I personally do not believe a lot of these comments would be allowed, at least not withstanding editorial comments, from the media in our modern day.  These comments were supposedly made by what would or should have been considered respectable journalists.  Maybe I should clarify a bit.  It is not as if some of the same comments are not made today by journalists but I think they are more careful to ensure that when they are said that is solely the opinion of the journalist and not the network or newspaper they work for.  Words like "I believe" go a long way these days, and maybe that is not a bad thing. 

I found the following particularly amusing...

The shot with which Laura Fair killed Crittenden almost as suddenly turned white the hair of a daughter of the deceased, it is said. The young lady, who is but twenty years old is described as beautiful and intelligent, but overcast with a cloud of melancholy that will embitter her future life. Being asked recently by an intrepid interviewer how came her hair so white and she so young, she answered “sorrow,” and immediately left the room.
Galveston Daily News (Galveston, Texas) Apr 2, 1873 (WordPress.com)

AN exchange says that Laura Fair is said to make a model housekeeper, and her husband is one of the happiest men in California. This is the best argument we have yet seen against hanging. A reprieved murderess and so on makes the best wife.
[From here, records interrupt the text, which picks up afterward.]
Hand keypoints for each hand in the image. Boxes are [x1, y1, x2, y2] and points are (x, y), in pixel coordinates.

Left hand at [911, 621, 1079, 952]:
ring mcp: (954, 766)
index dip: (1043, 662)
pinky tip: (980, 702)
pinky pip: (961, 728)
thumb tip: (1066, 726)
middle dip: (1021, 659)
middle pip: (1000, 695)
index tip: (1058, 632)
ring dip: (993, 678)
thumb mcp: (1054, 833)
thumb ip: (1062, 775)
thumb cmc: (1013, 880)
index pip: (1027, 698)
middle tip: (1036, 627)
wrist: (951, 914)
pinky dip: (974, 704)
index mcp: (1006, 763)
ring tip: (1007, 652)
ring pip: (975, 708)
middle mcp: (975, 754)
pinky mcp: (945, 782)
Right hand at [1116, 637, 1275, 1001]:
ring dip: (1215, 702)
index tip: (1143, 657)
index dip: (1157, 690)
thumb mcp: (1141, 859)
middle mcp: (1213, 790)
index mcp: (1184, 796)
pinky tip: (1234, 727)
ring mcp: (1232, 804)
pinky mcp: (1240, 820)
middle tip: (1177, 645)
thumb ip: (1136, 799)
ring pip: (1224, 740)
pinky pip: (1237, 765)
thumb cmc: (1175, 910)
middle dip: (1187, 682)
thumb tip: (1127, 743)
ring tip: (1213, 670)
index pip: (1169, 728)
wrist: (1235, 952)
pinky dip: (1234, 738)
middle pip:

Still, it looks as though Laura’s fortieth husband may be a man not hard to please.
Galveston Daily News (Galveston, Texas) Apr 9, 1874 (WordPress.com)

As far as the first one, it is highly unlikely that the 20 year old daughter of Crittenden suddenly turned white headed overnight or that it could be attributed to her father's death and I find it absurd.  As far as the second article, the fact that they demeaned Fair's current husband as well as called him her "fortieth" is completely degrading and uncalled for.  Again, I am not saying these things were not necessarily warranted and people did not feel that way, I just think as far as journalism goes it was unprofessional.  But then again, this is how things were at the time, the media reported what they wanted about who they wanted, to get the story and sell the paper.  

In 1913, Fair's daughter, Lillian passed away.  She had become a fairly well known actress named Lillian Lorraine Hollis.  A newspaper article of her death brought up the fact of her mother and the infamous crime, and once again, was light on the facts, and heavy on untruths....

Laura Fair, famed for her beauty, had left a baby in her rooms, and just as Judge Crittenden was stepping from the boat to meet his wife she demanded that he abandon his wife and live with her and acknowledge the parentage of the girl who died alone in privation here a few days ago. He spurned her, and, in proof that “hell hath no fury like a woman scorned,” she killed him.


Oakland Tribune (Oakland, California) Feb 7, 1913 (WordPress.com)

Upon her daughters death Laura D. Fair Snyder was at first in extreme mourning and then apparently furious.  Very soon after she made her statement to the media to "clear things" up, not only about the affair with Crittenden but also many other things including her daughter.  She was angered that the newspaper had reported she died in poverty and alone, to which Fair highly disputed.  She was also quick to point out that her daughter was born in August of 1860, a full ten years prior to the murder, and 6-7 years before she met Crittenden so accounts that she was an infant or even the child of Crittenden were not true.


Laura D. Fair Snyder died October of 1919.

Today it is unlikely that Fair would be acquitted for murder, but it also just as unlikely that she would have been sentenced to death for the crime, as she was in her first trial. Unlike the 1870's women are found guilty, and put to death today, but considering the circumstances it would still be unlikely that it would have been a death penalty case, at least in my opinion.